TASK PROMPT: Word for word, repeat each record that follows.

Stored data:

*** Block opens ***

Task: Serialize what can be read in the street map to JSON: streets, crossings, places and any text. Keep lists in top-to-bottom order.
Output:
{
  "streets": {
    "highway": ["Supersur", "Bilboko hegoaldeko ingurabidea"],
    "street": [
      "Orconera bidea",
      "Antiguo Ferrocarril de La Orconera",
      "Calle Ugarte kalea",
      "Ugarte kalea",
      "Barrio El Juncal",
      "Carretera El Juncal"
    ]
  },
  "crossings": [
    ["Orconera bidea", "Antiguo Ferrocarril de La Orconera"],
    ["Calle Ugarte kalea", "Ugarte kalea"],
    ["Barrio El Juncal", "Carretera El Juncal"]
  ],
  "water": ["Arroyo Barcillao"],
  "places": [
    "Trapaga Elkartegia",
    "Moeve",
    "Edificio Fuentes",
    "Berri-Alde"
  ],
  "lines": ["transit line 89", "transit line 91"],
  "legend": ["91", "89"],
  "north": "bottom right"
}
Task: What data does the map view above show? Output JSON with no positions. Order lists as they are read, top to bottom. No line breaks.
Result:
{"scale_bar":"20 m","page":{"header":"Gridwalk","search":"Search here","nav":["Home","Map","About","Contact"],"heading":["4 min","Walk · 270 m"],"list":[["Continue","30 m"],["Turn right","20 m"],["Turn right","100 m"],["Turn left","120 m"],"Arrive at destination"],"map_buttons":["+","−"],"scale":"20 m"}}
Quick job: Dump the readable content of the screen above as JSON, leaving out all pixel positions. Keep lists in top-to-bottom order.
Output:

*** Block closes ***

TASK RESULT:
Task: Serialize what can be read in the street map to JSON: streets, crossings, places and any text. Keep lists in top-to-bottom order.
Output:
{
  "streets": {
    "highway": ["Supersur", "Bilboko hegoaldeko ingurabidea"],
    "street": [
      "Orconera bidea",
      "Antiguo Ferrocarril de La Orconera",
      "Calle Ugarte kalea",
      "Ugarte kalea",
      "Barrio El Juncal",
      "Carretera El Juncal"
    ]
  },
  "crossings": [
    ["Orconera bidea", "Antiguo Ferrocarril de La Orconera"],
    ["Calle Ugarte kalea", "Ugarte kalea"],
    ["Barrio El Juncal", "Carretera El Juncal"]
  ],
  "water": ["Arroyo Barcillao"],
  "places": [
    "Trapaga Elkartegia",
    "Moeve",
    "Edificio Fuentes",
    "Berri-Alde"
  ],
  "lines": ["transit line 89", "transit line 91"],
  "legend": ["91", "89"],
  "north": "bottom right"
}
Task: What data does the map view above show? Output JSON with no positions. Order lists as they are read, top to bottom. No line breaks.
Result:
{"scale_bar":"20 m","page":{"header":"Gridwalk","search":"Search here","nav":["Home","Map","About","Contact"],"heading":["4 min","Walk · 270 m"],"list":[["Continue","30 m"],["Turn right","20 m"],["Turn right","100 m"],["Turn left","120 m"],"Arrive at destination"],"map_buttons":["+","−"],"scale":"20 m"}}
Quick job: Dump the readable content of the screen above as JSON, leaving out all pixel positions. Keep lists in top-to-bottom order.
Output:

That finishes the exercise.